The functional impact of multisite protein phosphorylation can depend on both the numbers and the positions of phosphorylated sites-the global pattern of phosphorylation or 'phospho-form'-giving biological systems profound capabilities for dynamic information processing. A central problem in quantitative systems biology, therefore, is to measure the 'phospho-form distribution': the relative amount of each of the 2(n) phospho-forms of a protein with n-phosphorylation sites.
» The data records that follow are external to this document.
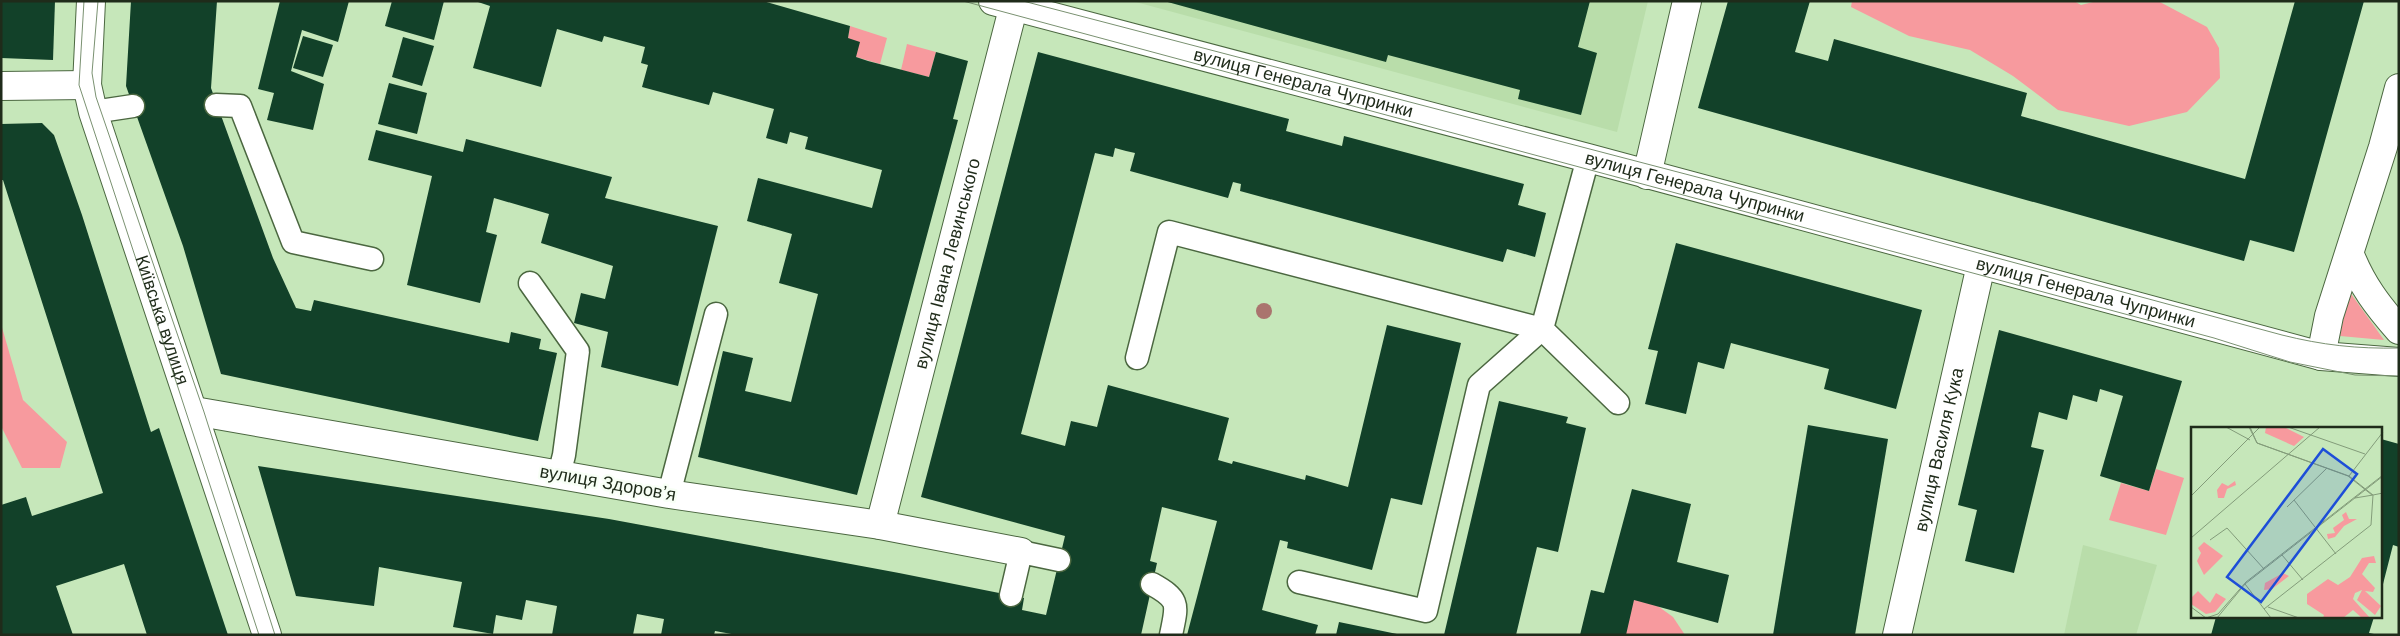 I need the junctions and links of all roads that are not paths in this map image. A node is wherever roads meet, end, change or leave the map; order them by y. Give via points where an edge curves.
1 (91, 1) edge
2 (1687, 1) edge
3 (1007, 3) edge
4 (86, 85) junction
5 (1, 86) edge
6 (2399, 88) edge
7 (133, 106) dead end
8 (216, 106) dead end
9 (93, 112) junction
10 (1588, 158) junction
11 (1647, 175) junction
12 (2350, 255) junction
13 (372, 259) dead end
14 (1981, 265) junction
15 (530, 283) dead end
16 (716, 314) dead end
17 (1542, 328) junction
18 (2399, 330) edge
19 (2321, 356) junction
20 (1137, 358) dead end
21 (2399, 362) edge
22 (1618, 403) dead end
23 (194, 411) junction
24 (559, 475) junction
25 (669, 494) junction
26 (880, 525) junction
27 (1021, 552) junction
28 (1059, 560) dead end
29 (1299, 582) dead end
30 (1152, 584) dead end
31 (1011, 595) dead end
32 (267, 635) edge
33 (1171, 635) edge
34 (1897, 635) edge

1 - 4 street, Київська вулиця
2 - 11 street
3 - 10 street, вулиця Генерала Чупринки
3 - 26 street, вулиця Івана Левинського
4 - 5 street
4 - 9 street, Київська вулиця
6 - 12 street
7 - 9 lane
8 - 13 lane via 240,106 293,242
9 - 23 street, Київська вулиця
10 - 11 street, вулиця Генерала Чупринки
10 - 17 lane
11 - 14 street, вулиця Генерала Чупринки
12 - 18 street via 2361,282
12 - 19 street via 2329,316
14 - 19 street, вулиця Генерала Чупринки
14 - 34 street, вулиця Василя Кука
15 - 24 lane via 578,351
16 - 25 lane
17 - 20 lane via 1168,232
17 - 22 lane
17 - 29 lane via 1479,385 1426,610
19 - 21 street, вулиця Генерала Чупринки
23 - 24 street, вулиця Здоровʼя
23 - 32 street, Київська вулиця
24 - 25 street, вулиця Здоровʼя
25 - 26 street, вулиця Здоровʼя
26 - 27 street, вулиця Здоровʼя
27 - 28 lane
27 - 31 lane
30 - 33 lane via 1169,593 1176,606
We compared four potential methods-western blots with phospho-specific antibodies, peptide-based liquid chromatography (LC) and mass spectrometry (MS; pepMS), protein-based LC/MS (proMS) and nuclear magnetic resonance spectroscopy (NMR)-on differentially phosphorylated samples of the well-studied mitogen-activated protein kinase Erk2, with two phosphorylation sites. The MS methods were quantitatively consistent with each other and with NMR to within 10%, but western blots, while highly sensitive, showed significant discrepancies with MS. NMR also uncovered two additional phosphorylations, for which a combination of pepMS and proMS yielded an estimate of the 16-member phospho-form distribution. This combined MS strategy provides an optimal mixture of accuracy and coverage for quantifying distributions, but positional isomers remain a challenging problem.